En el Perú, la figura de las organizaciones no gubernamentales (ONGs) se ha convertido en un actor poderoso que opera en la sombra del aparato estatal y bajo la protección de un halo de altruismo. Estas organizaciones, que en principio deberían enfocarse en propósitos filantrópicos y misiones específicas, se han transformado en piezas clave de un engranaje mucho más complejo y preocupante: la influencia política encubierta. Hoy, la falta de fiscalización y transparencia de las ONGs en el país es una amenaza para nuestra democracia y un ejemplo más del desbalance que existe entre sus discursos y sus acciones reales.
No es casualidad que la mayoría de las ONGs en el Perú compartan un sesgo ideológico progresista o filo socialista. Esta inclinación no surge de la nada; responde a una estrategia bien articulada que conecta a las ONGs con los medios de comunicación, la academia y el mundo cultural. Este «triunvirato» funciona como un motor de cambio político desde las narrativas culturales, imponiendo una agenda que no necesariamente refleja los intereses de la mayoría de los peruanos. Así, las ONGs terminan siendo no solo plataformas de acción social, sino también herramientas para influir en la opinión pública y hasta en los resultados electorales.
Un ejemplo claro es el apoyo que muchas de estas organizaciones reciben de los grandes medios de comunicación, quienes amplifican sus mensajes y les brindan una plataforma para posicionarse como agentes imparciales. Pero esta imparcialidad es una falacia. Las ONGs actúan en pared con periodistas, académicos y artistas que, bajo la bandera del «progreso» o la «inclusión», empujan narrativas alineadas con intereses políticos muy específicos. ¿El resultado? Una agenda cultural que busca inclinar la balanza electoral y moldear la opinión pública según sus propias conveniencias.

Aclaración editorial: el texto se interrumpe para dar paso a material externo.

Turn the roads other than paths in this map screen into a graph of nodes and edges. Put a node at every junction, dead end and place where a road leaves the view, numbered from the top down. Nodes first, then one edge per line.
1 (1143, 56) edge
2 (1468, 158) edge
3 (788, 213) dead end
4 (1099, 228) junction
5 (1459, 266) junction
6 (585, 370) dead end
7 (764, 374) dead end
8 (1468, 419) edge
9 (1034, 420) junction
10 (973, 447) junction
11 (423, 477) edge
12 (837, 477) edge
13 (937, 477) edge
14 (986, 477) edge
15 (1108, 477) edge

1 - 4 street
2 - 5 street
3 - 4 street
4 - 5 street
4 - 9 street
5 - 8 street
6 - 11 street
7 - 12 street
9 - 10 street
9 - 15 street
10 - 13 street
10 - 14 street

Uno de los aspectos más preocupantes es la cercanía que algunas ONGs tienen con instituciones clave del Estado, como la Fiscalía de la Nación. Esto no es exclusivo del Perú; en Estados Unidos, el caso de la ONG Association of Attorney Generals (AGA), vinculada al gobierno de Qatar, es un ejemplo alarmante. Esta organización, que supuestamente trabaja en favor de los fiscales estatales, ha sido utilizada como una herramienta de influencia política para lavar la imagen del gobierno qatarí, conocido por sus cuestionables prácticas en materia de derechos humanos.
En el Perú, también existen ONGs que se presentan como imparciales pero que, en la práctica, tienen una agenda clara. Estas organizaciones no solo trabajan de cerca con organismos del Estado, sino que también se escudan en su estatus de «sociedad civil» para evitar cualquier tipo de fiscalización. El paralelismo con el caso estadounidense es evidente: así como Qatar utiliza una ONG para esconder sus intereses, en nuestro país algunas ONGs han encontrado en la falta de regulación un terreno fértil para actuar sin rendir cuentas.
La principal defensa de estas organizaciones ante cualquier intento de fiscalización es que tal medida representaría un ataque a la sociedad civil y a los derechos humanos. Pero esta postura es un escudo que busca proteger la opacidad. ¿Por qué una organización que recibe fondos públicos o internacionales debería estar exenta de rendir cuentas? ¿Por qué resulta tan complicado verificar si su presupuesto se utiliza para sus fines declarados y no para proselitismo político?
La realidad es que la fiscalización no es un ataque, sino una necesidad. Es fundamental garantizar que los recursos se utilicen de manera adecuada y que estas organizaciones no se desvirtúen de sus objetivos originales. Además, una mayor transparencia permitiría desenmascarar a aquellas ONGs que operan como brazos políticos disfrazados de filantropía.
No fiscalizar a las ONGs tiene un costo alto para nuestra democracia. Cada cinco años, vemos cómo muchas de estas organizaciones se convierten en actores clave en las elecciones, influenciando a través de campañas mediáticas o iniciativas culturales que buscan inclinar la balanza hacia un lado específico. La falta de regulación también fomenta la desconfianza pública, ya que los ciudadanos no tienen forma de verificar si estas organizaciones realmente cumplen con su propósito o si están siendo utilizadas como herramientas de manipulación.
El Perú necesita tomar medidas concretas para abordar este problema. La fiscalización no solo es posible, sino imprescindible. Es hora de exigir transparencia a las ONGs y de desenmascarar a aquellas que utilizan su estatus para avanzar agendas políticas encubiertas. Solo así podremos garantizar que estas organizaciones contribuyan de manera positiva a nuestra sociedad y no se conviertan en un obstáculo para la democracia.